*** DATA PROVIDED ***

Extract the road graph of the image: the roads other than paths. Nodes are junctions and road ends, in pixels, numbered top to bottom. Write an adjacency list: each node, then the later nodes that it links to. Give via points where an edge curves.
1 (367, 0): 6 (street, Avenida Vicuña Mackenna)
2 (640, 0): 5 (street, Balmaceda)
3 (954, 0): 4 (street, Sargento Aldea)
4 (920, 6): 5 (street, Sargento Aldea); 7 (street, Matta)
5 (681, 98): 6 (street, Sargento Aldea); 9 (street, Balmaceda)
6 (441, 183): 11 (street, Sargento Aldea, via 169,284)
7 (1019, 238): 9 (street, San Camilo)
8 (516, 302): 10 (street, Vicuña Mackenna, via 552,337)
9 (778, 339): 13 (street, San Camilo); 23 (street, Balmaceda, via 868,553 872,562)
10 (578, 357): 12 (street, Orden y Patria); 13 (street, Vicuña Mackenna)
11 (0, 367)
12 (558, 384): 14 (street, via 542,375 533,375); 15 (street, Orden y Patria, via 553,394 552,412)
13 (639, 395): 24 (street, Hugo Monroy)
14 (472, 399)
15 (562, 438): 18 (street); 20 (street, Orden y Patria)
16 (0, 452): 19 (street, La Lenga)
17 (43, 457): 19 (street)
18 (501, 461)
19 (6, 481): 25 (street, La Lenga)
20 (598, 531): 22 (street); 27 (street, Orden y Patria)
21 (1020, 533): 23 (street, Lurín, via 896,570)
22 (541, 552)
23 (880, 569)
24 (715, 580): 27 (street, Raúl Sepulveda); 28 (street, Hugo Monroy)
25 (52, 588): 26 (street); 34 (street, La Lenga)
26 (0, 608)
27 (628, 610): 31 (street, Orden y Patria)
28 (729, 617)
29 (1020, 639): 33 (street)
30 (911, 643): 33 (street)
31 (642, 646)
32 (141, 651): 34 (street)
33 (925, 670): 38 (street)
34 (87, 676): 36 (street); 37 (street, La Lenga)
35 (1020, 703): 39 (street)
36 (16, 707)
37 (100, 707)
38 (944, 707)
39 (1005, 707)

*** End of DATA PROVIDED ***
*** DATA PROVIDED ***

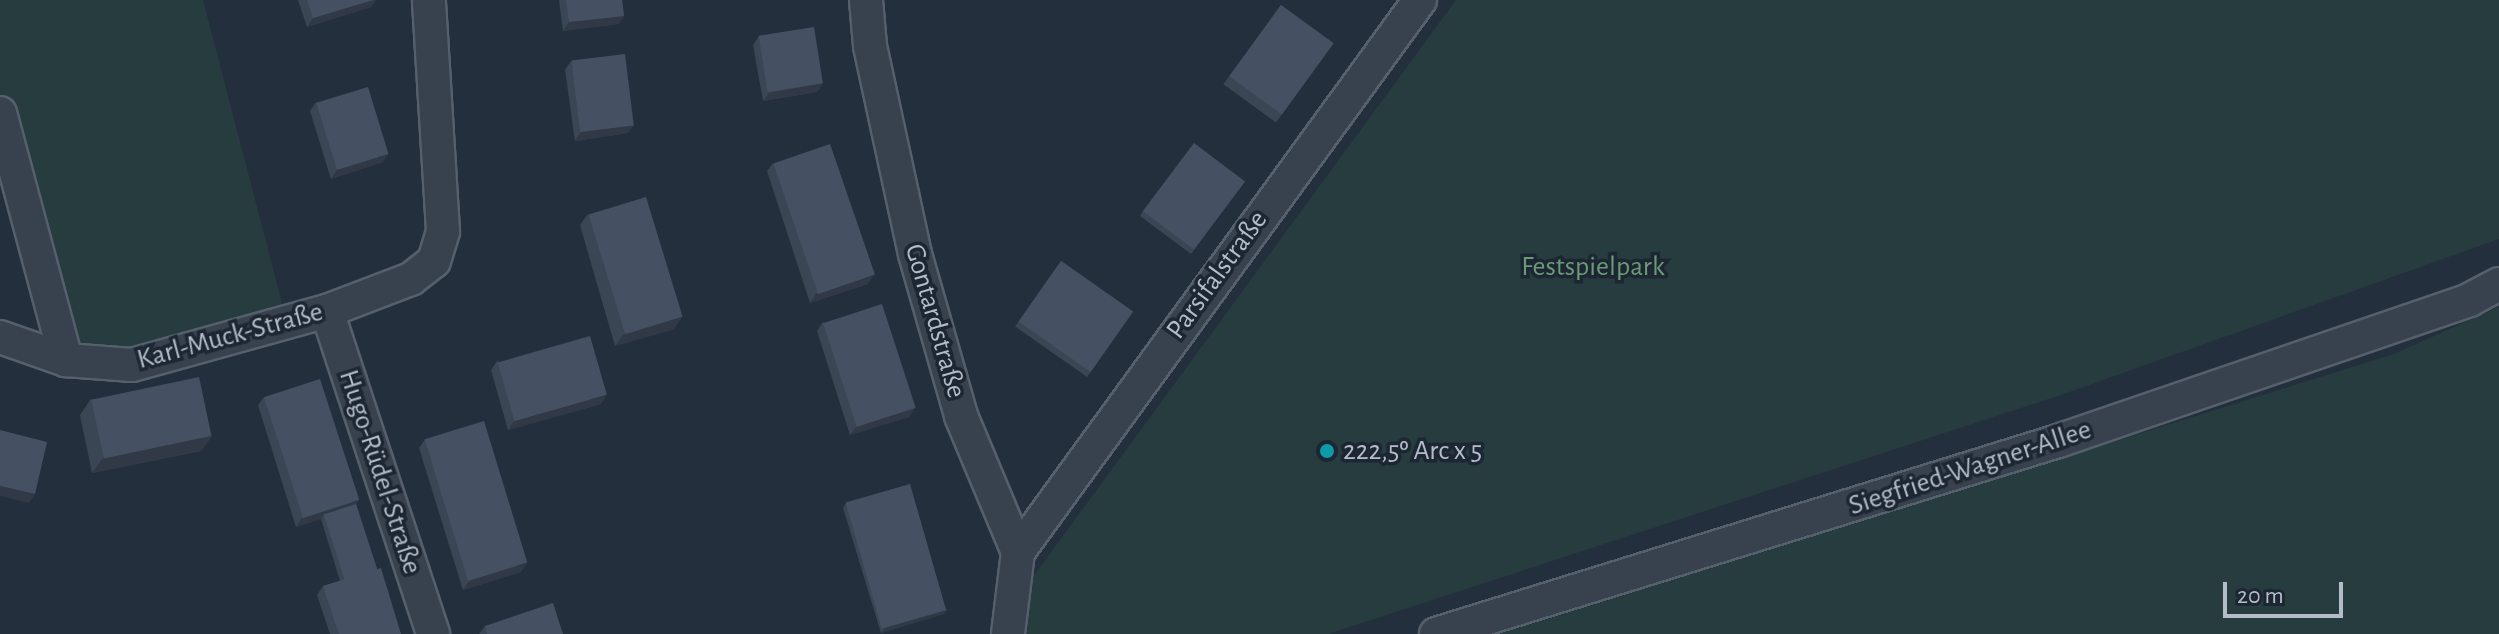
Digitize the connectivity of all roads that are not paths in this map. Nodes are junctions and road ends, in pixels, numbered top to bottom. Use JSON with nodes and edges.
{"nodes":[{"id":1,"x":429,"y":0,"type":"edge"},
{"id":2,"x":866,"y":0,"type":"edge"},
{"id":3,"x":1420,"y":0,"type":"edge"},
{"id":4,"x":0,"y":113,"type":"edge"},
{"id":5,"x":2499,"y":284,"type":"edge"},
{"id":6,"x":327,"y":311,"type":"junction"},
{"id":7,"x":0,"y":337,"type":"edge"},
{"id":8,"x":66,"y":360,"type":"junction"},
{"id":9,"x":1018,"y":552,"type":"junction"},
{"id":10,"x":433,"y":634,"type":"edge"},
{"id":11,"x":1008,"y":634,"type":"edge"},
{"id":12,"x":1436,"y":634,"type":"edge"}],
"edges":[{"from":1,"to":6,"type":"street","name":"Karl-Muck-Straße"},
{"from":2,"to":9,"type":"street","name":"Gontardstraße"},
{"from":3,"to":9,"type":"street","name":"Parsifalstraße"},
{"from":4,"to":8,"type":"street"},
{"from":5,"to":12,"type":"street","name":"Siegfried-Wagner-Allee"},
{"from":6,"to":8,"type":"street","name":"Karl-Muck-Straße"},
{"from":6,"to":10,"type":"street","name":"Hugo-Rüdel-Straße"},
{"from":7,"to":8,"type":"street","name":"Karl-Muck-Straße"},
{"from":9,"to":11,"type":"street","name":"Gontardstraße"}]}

*** End of DATA PROVIDED ***

Work out how many lines in the records hold the word "Karl", and answer with that number alone.

▶ _RESULT OF THE TASK_: 3